そして見どころは、心に闇を抱えた登場人物たちの「死との向き合い方」と、「重苦しい世界観」です。

登場人物たちの「死との向き合い方」

この物語では、3つのタイプに分類できる登場人物たちが、複雑に絡み合い、最終的には自らの手で人生を切り開いていく者もいれば、破滅していく者もいます。


読者は緊張感に包まれながら、「死との向き合い方」について深く考えされられるのです。


3つのタイプとは、

  1. 身近な人に自殺された者
  2. 人を自殺させようとする者
  3. 現実を超越した者

1.の身近な人に自殺された者は、さらに3つに分類できます

  1. 「死」をめぐって、自分との対話を続けた者
  2. 吹っ切れて、現実を受け入れた者
  3. 心の安定のため、死体を弄ぶことに依存した者

1.は、主人公・春野太慈です。

そして、3. が、END事件の犯人です


春野太慈の「死との向き合い方」が、全編を通して軸になっているので、彼の背景を少し紹介します。

10歳のときに母親に自殺された太慈は、自分が母親の生きる理由になれなかったことに深く傷つきます。

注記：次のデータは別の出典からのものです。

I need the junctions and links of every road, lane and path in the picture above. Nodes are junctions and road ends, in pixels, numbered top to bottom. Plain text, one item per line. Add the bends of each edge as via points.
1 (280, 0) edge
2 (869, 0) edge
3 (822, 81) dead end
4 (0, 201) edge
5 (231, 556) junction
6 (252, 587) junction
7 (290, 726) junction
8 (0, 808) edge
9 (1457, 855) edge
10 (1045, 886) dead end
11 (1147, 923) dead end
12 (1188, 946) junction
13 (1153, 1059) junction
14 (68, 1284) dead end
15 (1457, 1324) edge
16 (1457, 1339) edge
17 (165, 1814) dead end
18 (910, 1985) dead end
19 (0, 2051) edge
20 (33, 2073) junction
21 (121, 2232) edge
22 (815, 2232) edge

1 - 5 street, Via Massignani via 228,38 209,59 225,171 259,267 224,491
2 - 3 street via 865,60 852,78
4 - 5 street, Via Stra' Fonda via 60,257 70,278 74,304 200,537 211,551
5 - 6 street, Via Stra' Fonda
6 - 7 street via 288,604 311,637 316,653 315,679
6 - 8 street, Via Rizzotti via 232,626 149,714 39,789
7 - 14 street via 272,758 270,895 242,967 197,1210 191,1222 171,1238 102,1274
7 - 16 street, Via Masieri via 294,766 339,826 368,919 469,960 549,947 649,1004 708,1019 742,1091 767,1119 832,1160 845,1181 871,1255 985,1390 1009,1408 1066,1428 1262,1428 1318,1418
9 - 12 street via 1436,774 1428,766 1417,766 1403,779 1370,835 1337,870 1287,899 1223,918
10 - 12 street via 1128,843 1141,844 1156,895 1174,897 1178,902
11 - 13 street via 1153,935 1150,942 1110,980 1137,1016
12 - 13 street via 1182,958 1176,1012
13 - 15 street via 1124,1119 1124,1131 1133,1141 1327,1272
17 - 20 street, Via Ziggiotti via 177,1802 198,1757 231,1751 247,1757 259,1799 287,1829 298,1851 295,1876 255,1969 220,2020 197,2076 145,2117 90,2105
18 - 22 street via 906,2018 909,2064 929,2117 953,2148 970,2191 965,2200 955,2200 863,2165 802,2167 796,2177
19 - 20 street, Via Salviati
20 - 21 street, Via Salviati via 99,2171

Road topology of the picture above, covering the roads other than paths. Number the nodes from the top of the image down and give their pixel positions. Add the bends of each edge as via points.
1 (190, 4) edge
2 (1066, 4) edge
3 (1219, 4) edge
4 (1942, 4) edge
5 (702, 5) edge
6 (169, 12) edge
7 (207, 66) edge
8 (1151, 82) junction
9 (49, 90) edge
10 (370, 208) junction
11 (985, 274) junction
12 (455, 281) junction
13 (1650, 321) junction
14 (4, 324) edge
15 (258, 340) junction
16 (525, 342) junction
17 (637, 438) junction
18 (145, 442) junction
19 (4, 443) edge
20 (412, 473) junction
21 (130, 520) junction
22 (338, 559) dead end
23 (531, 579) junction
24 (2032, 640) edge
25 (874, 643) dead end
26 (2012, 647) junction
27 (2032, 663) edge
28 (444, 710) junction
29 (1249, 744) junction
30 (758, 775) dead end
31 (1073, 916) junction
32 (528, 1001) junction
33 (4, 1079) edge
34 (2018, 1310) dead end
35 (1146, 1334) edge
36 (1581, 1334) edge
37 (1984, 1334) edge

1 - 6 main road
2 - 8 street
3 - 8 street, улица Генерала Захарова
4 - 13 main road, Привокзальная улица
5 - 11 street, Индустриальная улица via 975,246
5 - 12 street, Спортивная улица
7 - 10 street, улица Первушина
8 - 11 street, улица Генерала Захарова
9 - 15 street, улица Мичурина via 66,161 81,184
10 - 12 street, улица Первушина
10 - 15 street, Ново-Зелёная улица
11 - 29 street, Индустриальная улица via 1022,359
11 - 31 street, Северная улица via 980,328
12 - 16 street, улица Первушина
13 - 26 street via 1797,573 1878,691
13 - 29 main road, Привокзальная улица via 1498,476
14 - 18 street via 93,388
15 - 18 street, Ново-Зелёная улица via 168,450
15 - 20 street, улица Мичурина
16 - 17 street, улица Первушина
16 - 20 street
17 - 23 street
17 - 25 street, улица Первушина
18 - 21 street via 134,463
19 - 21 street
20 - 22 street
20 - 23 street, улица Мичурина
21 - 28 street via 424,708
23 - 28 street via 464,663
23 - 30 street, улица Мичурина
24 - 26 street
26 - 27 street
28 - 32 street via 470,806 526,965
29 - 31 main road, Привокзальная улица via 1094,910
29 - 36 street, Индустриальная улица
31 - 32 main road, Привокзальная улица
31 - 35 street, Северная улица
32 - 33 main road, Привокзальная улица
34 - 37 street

日常的に死を感じられる仕事だけが、唯一やる気になれる仕事だと感じた太慈は、特殊清掃業を選びます。

太慈は、面接の時、こう告白しています。

「こういう仕事じゃないと…やる気になれないんです」

自殺願望のあった太慈は、「」から無理に離れようとすると、逆に「」を強く意識してしまうのです。

ですから太慈は、「」に寄り添う仕事につくことで「死」と向かい合い、生きることを選んだのです。


他の登場人物たちも、死に対してどう向き合っているかに注目しながら読むと、物語の深みが味わえますよ。

悲しくて重苦しい世界観

この作品には、言いようのない悲しさ重苦しさを常に感じます。


でもそれは、人間に対する深い共感と愛に支えられているので、決して後味の悪いものとしては残りません。


この悲しさ重苦しさは、作画が醸し出す雰囲気にも支えられています。


”静的な構図” や ”必要最小限のコマ割り” が、この雰囲気を作っているのです。


人物は、”最小限の動き” と ”単純な表情” で描かれているだけですが、これが「重苦しい世界観」を端的に実現しているのです。


まさに、必要最小限の材料で、最大の効果を上げている、典型的な作画です。


一見物足りなさを感じる表現ですが、作品の世界観を支える絶妙さには眼を見張るものがあります。

まとめ  ROUTE END をおすすめする理由

ROUTE END』は一言でいうと、人の心に深く残る名作です。


ただしミステリーとしてではありません。


「死との向き合い方」を問うヒューマンドラマとしてです。


読み直すたびに新しい発見があり、


読み直すたびに考えさせられる、魅力の尽きない名作なのです。


”ダークな世界観” がお好きな方、”心に残る作品” をお探しの方に、強くおすすめします。